Reeves should not cut cash ISA allowance, MPs say

Chancellor Rachel Reeves should not cut the Isa tax-free allowance in the upcoming budget, a group of MPs have strongly recommended.
Cuts to tax-free allowance are unlikely to have the intended effect of encouraging an investment culture in the UK, the Treasury Select Committee said in a report.
Reeves is expected to announce tax increases or spending cuts in next month’s budget and is reportedly considering making changes to Isas’ cash.
The Chancellor said: “As I understand it, the report says that changes to ISAS should not be made in isolation from other policies. I will be setting out the tax changes in the budget in November. And of course we need to get that balance right.”
Reeves added: “Right now the return on savings and the return on pensions is generally lower than in similar countries around the world and I want to make sure people get good returns on those savings when they put something away for the future.”
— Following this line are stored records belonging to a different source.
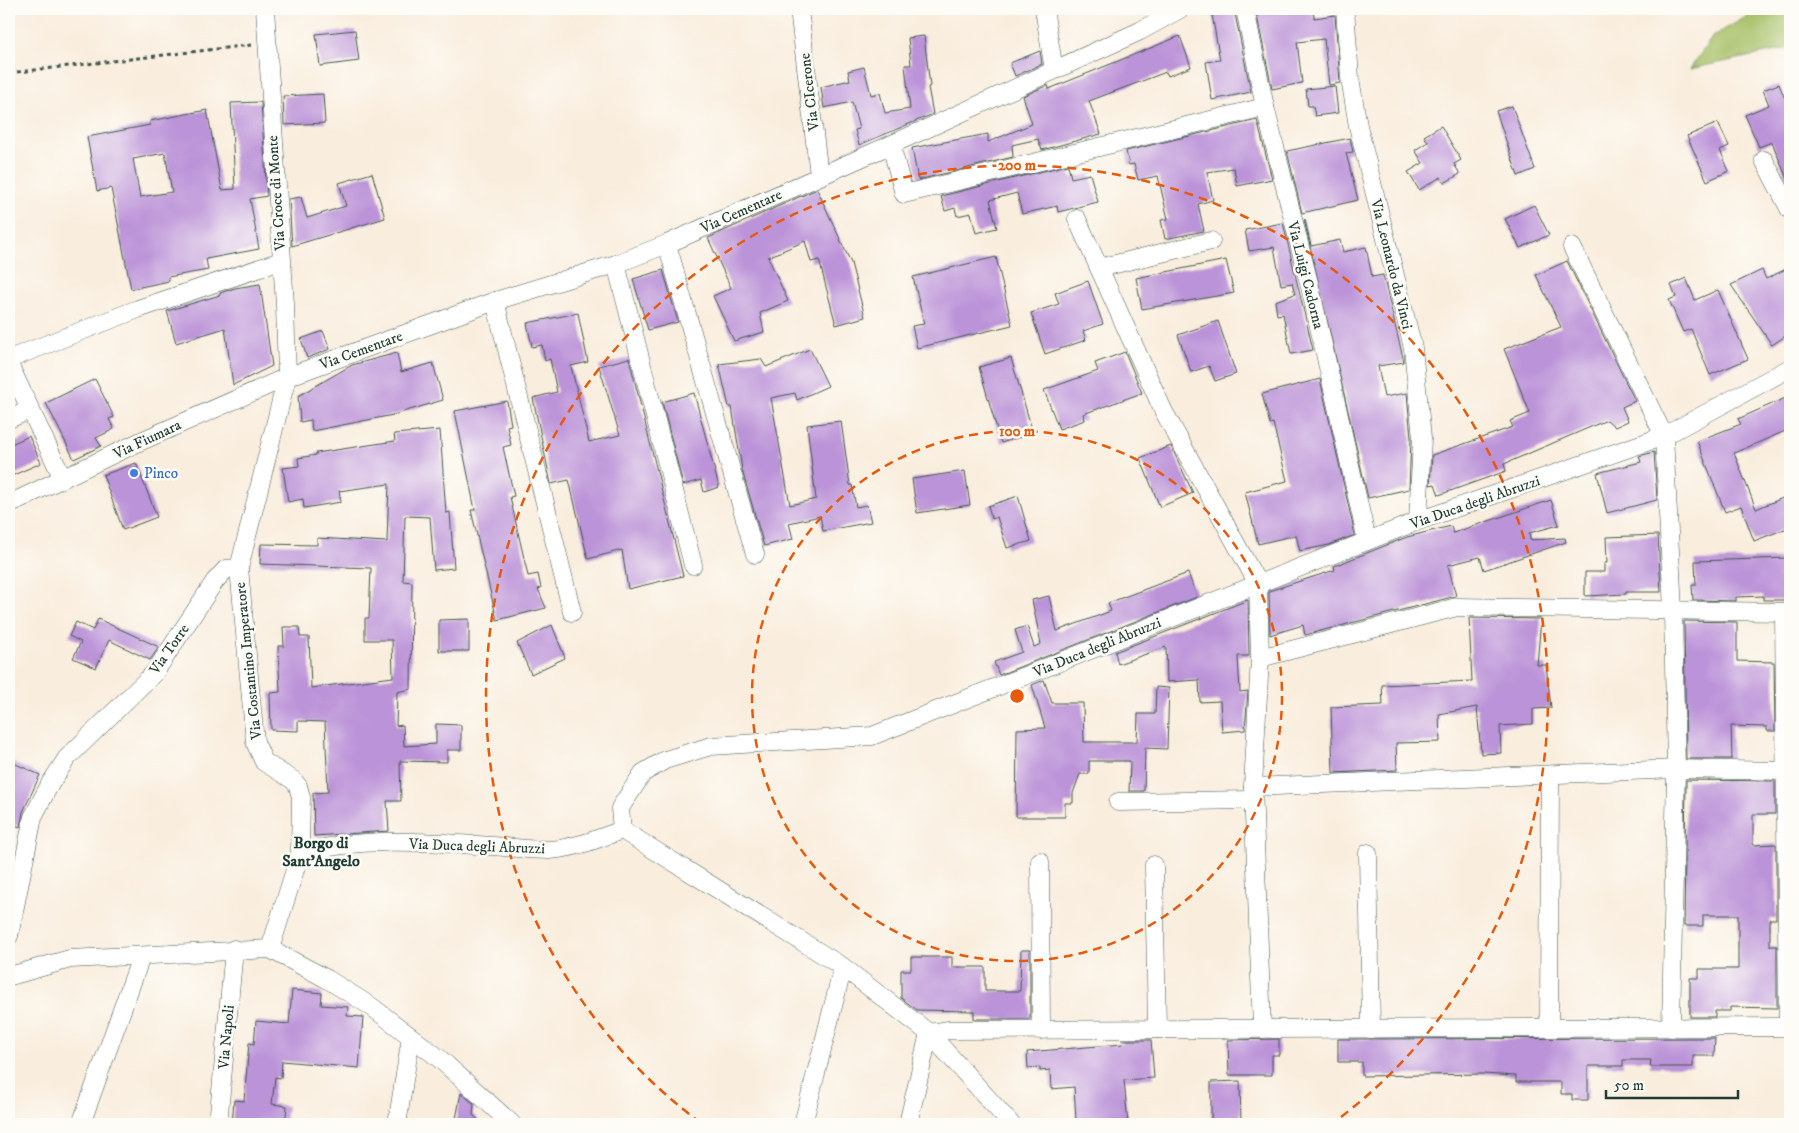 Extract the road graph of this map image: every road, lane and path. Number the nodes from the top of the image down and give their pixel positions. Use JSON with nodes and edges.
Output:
{"nodes":[{"id":1,"x":265,"y":9,"type":"edge"},
{"id":2,"x":799,"y":9,"type":"edge"},
{"id":3,"x":1044,"y":9,"type":"edge"},
{"id":4,"x":1180,"y":9,"type":"edge"},
{"id":5,"x":1245,"y":9,"type":"edge"},
{"id":6,"x":1345,"y":9,"type":"edge"},
{"id":7,"x":267,"y":43,"type":"junction"},
{"id":8,"x":1054,"y":70,"type":"junction"},
{"id":9,"x":9,"y":74,"type":"edge"},
{"id":10,"x":1265,"y":107,"type":"junction"},
{"id":11,"x":891,"y":145,"type":"junction"},
{"id":12,"x":1764,"y":160,"type":"dead end"},
{"id":13,"x":819,"y":175,"type":"junction"},
{"id":14,"x":1790,"y":210,"type":"edge"},
{"id":15,"x":1077,"y":219,"type":"dead end"},
{"id":16,"x":1210,"y":241,"type":"dead end"},
{"id":17,"x":666,"y":244,"type":"junction"},
{"id":18,"x":1572,"y":247,"type":"dead end"},
{"id":19,"x":280,"y":260,"type":"junction"},
{"id":20,"x":616,"y":264,"type":"junction"},
{"id":21,"x":1099,"y":268,"type":"junction"},
{"id":22,"x":495,"y":301,"type":"junction"},
{"id":23,"x":9,"y":359,"type":"edge"},
{"id":24,"x":9,"y":364,"type":"edge"},
{"id":25,"x":1790,"y":368,"type":"edge"},
{"id":26,"x":287,"y":377,"type":"junction"},
{"id":27,"x":29,"y":410,"type":"junction"},
{"id":28,"x":9,"y":419,"type":"edge"},
{"id":29,"x":1664,"y":436,"type":"junction"},
{"id":30,"x":63,"y":480,"type":"junction"},
{"id":31,"x":9,"y":504,"type":"edge"},
{"id":32,"x":1418,"y":521,"type":"junction"},
{"id":33,"x":1367,"y":541,"type":"junction"},
{"id":34,"x":755,"y":554,"type":"dead end"},
{"id":35,"x":693,"y":565,"type":"dead end"},
{"id":36,"x":239,"y":568,"type":"junction"},
{"id":37,"x":1258,"y":584,"type":"junction"},
{"id":38,"x":1674,"y":610,"type":"junction"},
{"id":39,"x":572,"y":612,"type":"dead end"},
{"id":40,"x":1787,"y":612,"type":"edge"},
{"id":41,"x":1260,"y":658,"type":"junction"},
{"id":42,"x":1676,"y":769,"type":"junction"},
{"id":43,"x":1788,"y":771,"type":"edge"},
{"id":44,"x":1550,"y":776,"type":"junction"},
{"id":45,"x":1253,"y":794,"type":"junction"},
{"id":46,"x":1118,"y":802,"type":"dead end"},
{"id":47,"x":622,"y":830,"type":"junction"},
{"id":48,"x":1368,"y":853,"type":"dead end"},
{"id":49,"x":300,"y":854,"type":"junction"},
{"id":50,"x":1040,"y":862,"type":"dead end"},
{"id":51,"x":1154,"y":865,"type":"dead end"},
{"id":52,"x":9,"y":936,"type":"edge"},
{"id":53,"x":234,"y":949,"type":"junction"},
{"id":54,"x":270,"y":949,"type":"junction"},
{"id":55,"x":141,"y":957,"type":"junction"},
{"id":56,"x":843,"y":968,"type":"junction"},
{"id":57,"x":9,"y":974,"type":"edge"},
{"id":58,"x":1789,"y":1027,"type":"edge"},
{"id":59,"x":1549,"y":1028,"type":"junction"},
{"id":60,"x":1671,"y":1028,"type":"junction"},
{"id":61,"x":1262,"y":1029,"type":"junction"},
{"id":62,"x":1371,"y":1029,"type":"junction"},
{"id":63,"x":1041,"y":1030,"type":"junction"},
{"id":64,"x":1158,"y":1030,"type":"junction"},
{"id":65,"x":929,"y":1034,"type":"junction"},
{"id":66,"x":411,"y":1037,"type":"junction"},
{"id":67,"x":81,"y":1124,"type":"edge"},
{"id":68,"x":218,"y":1124,"type":"edge"},
{"id":69,"x":398,"y":1124,"type":"edge"},
{"id":70,"x":512,"y":1124,"type":"edge"},
{"id":71,"x":803,"y":1124,"type":"edge"},
{"id":72,"x":908,"y":1124,"type":"edge"},
{"id":73,"x":1011,"y":1124,"type":"edge"}],
"edges":[{"from":1,"to":7,"type":"street","name":"Via Croce di Monte"},
{"from":2,"to":13,"type":"street","name":"Via CIcerone"},
{"from":3,"to":8,"type":"street"},
{"from":4,"to":8,"type":"street","name":"Via Cementare"},
{"from":5,"to":10,"type":"street","name":"Via Luigi Cadorna"},
{"from":6,"to":32,"type":"street","name":"Via Leonardo da Vinci"},
{"from":7,"to":9,"type":"path"},
{"from":7,"to":19,"type":"street","name":"Via Croce di Monte"},
{"from":8,"to":11,"type":"street","name":"Via Cementare"},
{"from":10,"to":11,"type":"street"},
{"from":10,"to":33,"type":"street","name":"Via Luigi Cadorna"},
{"from":11,"to":13,"type":"street","name":"Via Cementare"},
{"from":12,"to":14,"type":"street"},
{"from":13,"to":17,"type":"street","name":"Via Cementare"},
{"from":15,"to":21,"type":"street"},
{"from":16,"to":21,"type":"street"},
{"from":17,"to":20,"type":"street","name":"Via Cementare"},
{"from":17,"to":34,"type":"street"},
{"from":18,"to":29,"type":"street"},
{"from":19,"to":23,"type":"street"},
{"from":19,"to":26,"type":"street","name":"Via Croce di Monte"},
{"from":20,"to":22,"type":"street","name":"Via Cementare"},
{"from":20,"to":35,"type":"street"},
{"from":21,"to":37,"type":"street"},
{"from":22,"to":26,"type":"street","name":"Via Cementare"},
{"from":22,"to":39,"type":"street"},
{"from":24,"to":27,"type":"street"},
{"from":25,"to":29,"type":"street","name":"Via Duca degli Abruzzi"},
{"from":26,"to":30,"type":"street","name":"Via Fiumara"},
{"from":26,"to":36,"type":"street"},
{"from":27,"to":28,"type":"street"},
{"from":27,"to":30,"type":"street"},
{"from":29,"to":32,"type":"street","name":"Via Duca degli Abruzzi"},
{"from":29,"to":38,"type":"street"},
{"from":30,"to":31,"type":"street","name":"Via Fiumara"},
{"from":32,"to":33,"type":"street","name":"Via Duca degli Abruzzi"},
{"from":33,"to":37,"type":"street","name":"Via Duca degli Abruzzi"},
{"from":36,"to":49,"type":"street","name":"Via Costantino Imperatore"},
{"from":36,"to":52,"type":"street","name":"Via Torre"},
{"from":37,"to":41,"type":"street"},
{"from":37,"to":47,"type":"street","name":"Via Duca degli Abruzzi"},
{"from":38,"to":40,"type":"street"},
{"from":38,"to":41,"type":"street"},
{"from":38,"to":42,"type":"street"},
{"from":40,"to":43,"type":"street"},
{"from":41,"to":45,"type":"street"},
{"from":42,"to":43,"type":"street"},
{"from":42,"to":44,"type":"street"},
{"from":42,"to":60,"type":"street"},
{"from":43,"to":58,"type":"street"},
{"from":44,"to":45,"type":"street"},
{"from":44,"to":59,"type":"street"},
{"from":45,"to":46,"type":"street"},
{"from":45,"to":61,"type":"street"},
{"from":47,"to":49,"type":"street","name":"Via Duca degli Abruzzi"},
{"from":47,"to":56,"type":"street"},
{"from":48,"to":62,"type":"street"},
{"from":49,"to":54,"type":"street"},
{"from":50,"to":63,"type":"street"},
{"from":51,"to":64,"type":"street"},
{"from":53,"to":54,"type":"street"},
{"from":53,"to":55,"type":"street"},
{"from":53,"to":68,"type":"street","name":"Via Napoli"},
{"from":54,"to":66,"type":"street"},
{"from":55,"to":57,"type":"street"},
{"from":55,"to":67,"type":"street"},
{"from":56,"to":65,"type":"street"},
{"from":56,"to":71,"type":"street"},
{"from":58,"to":60,"type":"street"},
{"from":59,"to":60,"type":"street"},
{"from":59,"to":62,"type":"street"},
{"from":61,"to":62,"type":"street"},
{"from":61,"to":64,"type":"street"},
{"from":63,"to":64,"type":"street"},
{"from":63,"to":65,"type":"street"},
{"from":65,"to":72,"type":"street"},
{"from":65,"to":73,"type":"street"},
{"from":66,"to":69,"type":"street"},
{"from":66,"to":70,"type":"street"}]}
Earlier this year the chancellor was thought to be considering a cut to the tax-free cash savings allowance in a bid to encourage people to put money into stocks and shares and stimulate the economy.
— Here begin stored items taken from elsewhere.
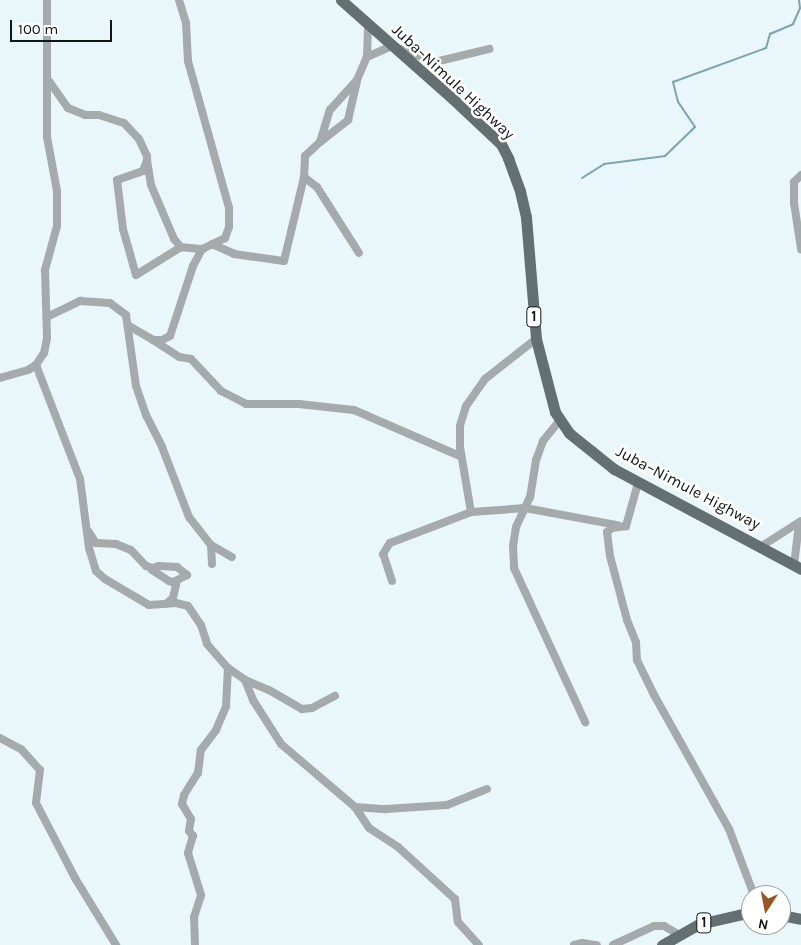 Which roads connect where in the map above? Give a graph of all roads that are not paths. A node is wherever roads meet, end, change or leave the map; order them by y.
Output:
1 (47, 0) edge
2 (179, 0) edge
3 (341, 0) edge
4 (368, 24) junction
5 (392, 46) junction
6 (489, 48) dead end
7 (367, 57) junction
8 (357, 80) junction
9 (49, 81) junction
10 (320, 142) junction
11 (147, 160) junction
12 (801, 175) edge
13 (304, 177) junction
14 (212, 244) junction
15 (181, 247) junction
16 (202, 249) junction
17 (801, 249) edge
18 (359, 253) dead end
19 (47, 317) junction
20 (129, 326) junction
21 (153, 340) junction
22 (536, 340) junction
23 (36, 366) junction
24 (0, 378) edge
25 (560, 420) junction
26 (460, 456) junction
27 (638, 483) junction
28 (525, 508) junction
29 (471, 512) junction
30 (800, 523) edge
31 (619, 526) junction
32 (87, 528) junction
33 (211, 545) junction
34 (762, 546) junction
35 (232, 557) dead end
36 (212, 564) dead end
37 (797, 567) edge
38 (153, 568) junction
39 (177, 580) junction
40 (392, 581) dead end
41 (166, 604) junction
42 (228, 668) junction
43 (245, 680) junction
44 (335, 696) dead end
45 (585, 722) dead end
46 (0, 738) edge
47 (487, 789) dead end
48 (355, 807) junction
49 (750, 885) edge
50 (741, 914) edge
51 (678, 934) junction
52 (116, 945) edge
53 (195, 945) edge
54 (479, 945) edge
55 (574, 945) edge
56 (597, 945) edge
57 (613, 945) edge
58 (662, 945) edge

1 - 9 street
2 - 14 street
3 - 4 main road, Juba–Nimule Highway / 1
4 - 5 main road, Juba–Nimule Highway / 1
4 - 7 street
5 - 6 street
5 - 7 street
5 - 22 main road, Juba–Nimule Highway / 1
7 - 8 street
8 - 10 street
8 - 10 street
9 - 11 street
9 - 19 street
10 - 13 street
11 - 15 street
11 - 15 street
12 - 17 street
13 - 14 street
13 - 18 street
14 - 16 street
15 - 16 street
16 - 21 street
19 - 20 street
19 - 23 street
20 - 21 street
20 - 33 street
21 - 26 street
22 - 25 main road, Juba–Nimule Highway / 1
22 - 26 street
23 - 24 street
23 - 32 street
25 - 27 main road, Juba–Nimule Highway / 1
25 - 28 street
26 - 29 street
27 - 31 street
27 - 34 main road, Juba–Nimule Highway / 1
28 - 29 street
28 - 31 street
28 - 45 street
29 - 40 street
30 - 34 street
30 - 37 street
31 - 49 street
32 - 38 street
32 - 41 street
33 - 35 street
33 - 36 street
34 - 37 main road, Juba–Nimule Highway / 1
38 - 39 street
38 - 39 street
39 - 41 street
41 - 42 street
42 - 43 street
42 - 53 street
43 - 44 street
43 - 48 street
46 - 52 street
47 - 48 street
48 - 54 street
50 - 51 main road, 1
51 - 57 street
51 - 58 main road, 1
55 - 56 street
These plans were put on hold following strong opposition from banks, building societies and consumer campaigners.
Savers can put up to £20,000 a year into savings and investments into Isas to avoid the returns being taxed.
The Chancellor said he plans to keep this limit in place and that it can now be spread across products including cash Isas, stocks and shares Isas.
The proposed change relates specifically to cash Isas, and earlier this month the Financial Times reported that the Chancellor was considering reducing the tax-free amount to £10,000.
The purpose of this will be to encourage investments.
Chancellor facing Budget deficit around £22bnAccording to a recent estimate.
He is expected to raise taxes or cut spending in the November Budget to meet self-imposed fiscal rules not to borrow to finance day-to-day spending and reduce the share of government debt in national income by the end of this parliament.
Cash Jesuses are the most commonly used type of Jesus. A total of £360bn is held in cash Isas across the country.
The committee’s report concluded that “cutting the cash Isa allowance is unlikely to encourage people to invest their cash in stocks and shares.”
Dame Meg Hillier, Chair of the Treasury Select Committee, said: “This is not the right time to reduce the cash Isa limit.”
“The committee is firmly behind the Chancellor’s ambition to create a culture in the UK where savers invest their money sensibly and achieve better returns through well-informed financial decisions,” he said.
“But we are a long way from that point.”
Dame Meg said the government should instead focus its efforts on “a comprehensive effort to truly improve financial education and provide accessible, high-quality financial advice and guidance for people”.
“Without this, I fear the Chancellor’s attempts to transform the UK’s investment culture will not deliver the change he seeks, hitting savers and mortgage borrowers instead.”
Reducing the tax-free allowance for cash Isas is likely to be unpopular with many savers, especially older people who are less willing to take risks with their money.
The committee said that rather than reducing the tax-free limit on Cash Isas, “the focus should be on improving financial literacy so people can make informed decisions with their savings”.
The report found that cutting funding would have negative knock-on effects on consumers because building societies are dependent on cash for mortgage loans.
“If this were reduced, it would mean a less competitive market for financial products and therefore higher prices for consumers,” the committee said.
BBC News has contacted the Treasury for comment.